Animal models have facilitated basic neuroscience research investigating the pathophysiology of tinnitus. It has been hypothesized that partial deafferentation produces a loss of tonic inhibition in the auditory system that may lead to inappropriate neuroplastic changes eventually expressed as tinnitus. The pathological down-regulation of gamma-amino butyric acid (GABA) provides a potential mechanism for this loss of inhibition. Using an animal model previously demonstrated to be sensitive to treatments that either induce or attenuate tinnitus, the present study examined the effect of the specific GABA agonist vigabatrin on chronic tinnitus.
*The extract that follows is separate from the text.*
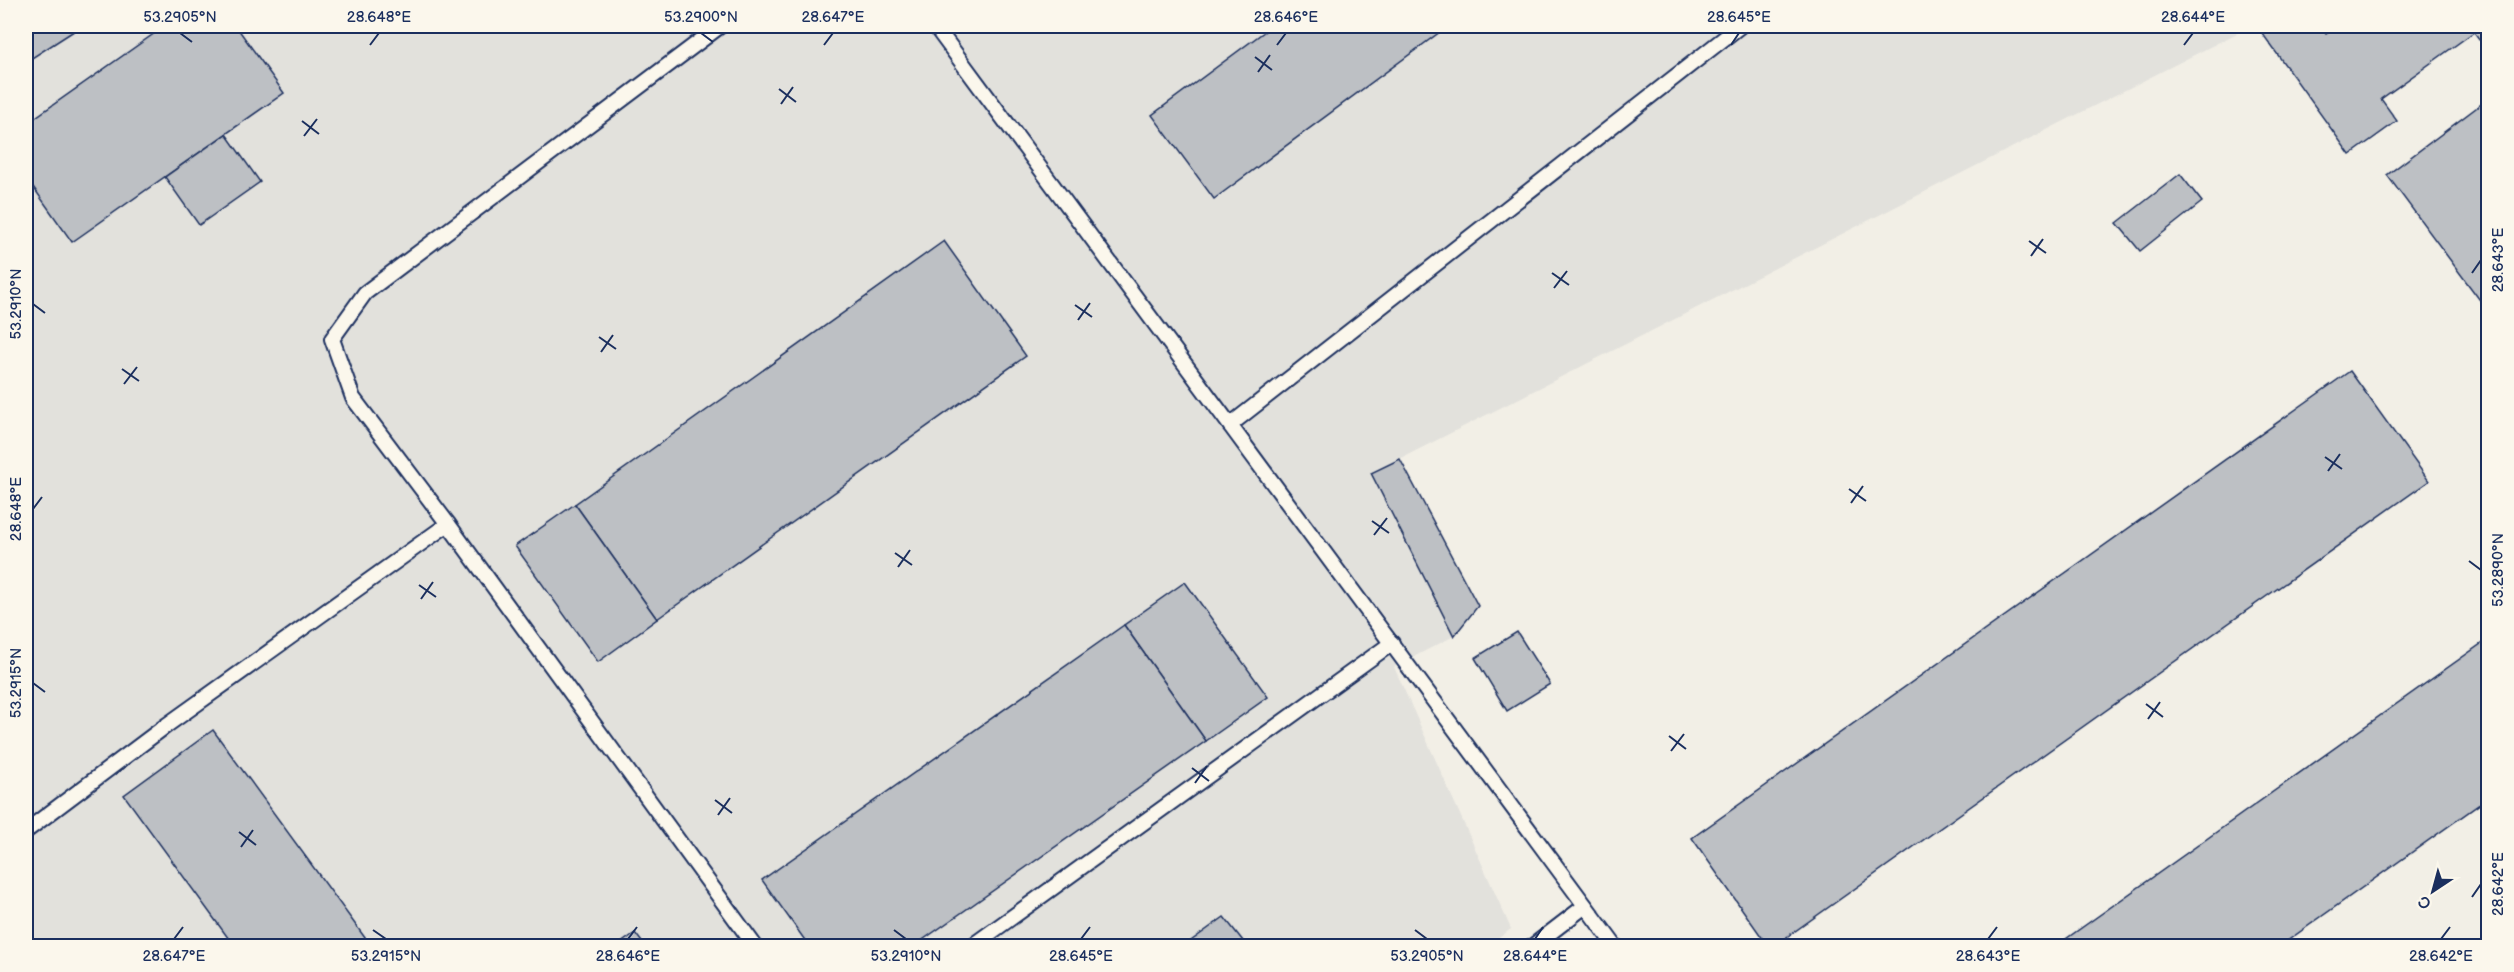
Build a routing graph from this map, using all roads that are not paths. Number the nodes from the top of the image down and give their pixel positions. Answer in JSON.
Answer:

It was hypothesized that vigabatrin would decrease the evidence of tinnitus by restoring central inhibitory function through increased GABA availability. Vigabatrin has been demonstrated to elevate central GABA levels (Mattson et al. 1995). Tinnitus was induced in rats using a single 1-h unilateral exposure to band-limited noise, which preserved normal hearing in one ear. Psychophysical evidence of tinnitus was obtained using a free-operant conditioned-suppression method: Rats lever-pressed for food pellets and were trained to discriminate between the presence and absence of sound by punishing lever pressing with a mild foot shock (0.5 mA; 1 s) at the conclusion of randomly introduced silent periods (60 s) inserted into background low-level noise. Additional random insertion of pure tone and noise periods of variable intensity enabled the derivation of psychophysical functions that reflected the presence of tinnitus with features similar to 20-kHz tones. Vigabatrin was chronically administered via drinking water at 30 and 81 mg kg-1 day-1, with each dose level tested over 2 weeks, followed by a 0-mg washout test. Vigabatrin completely and reversibly eliminated the psychophysical evidence of tinnitus at both doses. Although vigabatrin has serious negative side effects that have prevented its clinical use in the USA, it is nevertheless a potentially useful tool in unraveling tinnitus pathophysiology.